Unterwegs an der Houkesloot haben wir noch einen Termin - die ersten fünfzig Stunden sind zwar noch nicht ganz um aber wir haben mit der Werft verabredet, dass wir vor der Abfahrt nach Dortmund eine kurze Durchsicht und einen Ölwechsel machen lassen. Immerhin 38 Betriebsstunden hat die Tremonia auf dem Tacho. Und natürlich gibt es eine Liste von Dingen die noch zu erledigen sind. Ein Schiff ist eben eine Ansammlung von komplizierter Technik, das kann gar nicht alles auf Anhieb funktionieren. Und es ist ein schönes Gefühl, bei Lou Keikes für alle Sorgen und Wünsche ein offenes Ohr zu finden - auch das zeichnet eine gute Werft aus, oder besser: Daran kann man eine solche erkennen, wie der Kunde behandelt wird nach dem er die Rechnung bezahlt hat.

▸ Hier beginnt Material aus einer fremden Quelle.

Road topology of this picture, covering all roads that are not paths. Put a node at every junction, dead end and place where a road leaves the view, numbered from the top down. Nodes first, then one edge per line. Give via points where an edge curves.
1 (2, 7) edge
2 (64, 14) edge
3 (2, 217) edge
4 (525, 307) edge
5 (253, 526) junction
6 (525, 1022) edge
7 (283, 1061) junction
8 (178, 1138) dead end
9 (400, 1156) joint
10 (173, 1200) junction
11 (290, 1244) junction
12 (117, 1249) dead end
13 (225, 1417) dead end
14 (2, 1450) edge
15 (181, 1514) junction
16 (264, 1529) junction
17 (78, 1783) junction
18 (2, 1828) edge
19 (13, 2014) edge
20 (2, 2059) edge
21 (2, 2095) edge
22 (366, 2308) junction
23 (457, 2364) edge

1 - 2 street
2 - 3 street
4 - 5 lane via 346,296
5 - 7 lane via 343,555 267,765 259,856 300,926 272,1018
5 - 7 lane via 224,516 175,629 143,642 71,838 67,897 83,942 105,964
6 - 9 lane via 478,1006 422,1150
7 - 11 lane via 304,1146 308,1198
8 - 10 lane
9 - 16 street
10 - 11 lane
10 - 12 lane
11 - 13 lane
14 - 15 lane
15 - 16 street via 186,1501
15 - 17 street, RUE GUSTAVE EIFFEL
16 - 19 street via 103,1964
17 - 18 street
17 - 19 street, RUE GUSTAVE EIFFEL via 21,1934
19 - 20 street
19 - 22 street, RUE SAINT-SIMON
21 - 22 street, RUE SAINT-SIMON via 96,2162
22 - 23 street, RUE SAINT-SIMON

So liegt dann die Tremonia 2.0 wieder im Werfthafen und harrt der Dinge die da kommen. In der letzten Woche hat sich das BSH erweichen lassen und mir vorab die Nummer des Flaggenzertifikates mitgeteilt - so konnte nunmehr auch das Kennzeichen angebracht werden und bei dieser Gelegenehit wurden auch Name und Heimathafen am Heck neu arrangiert - in der ersten Version waren sie hinter der Badeleiter versteckt.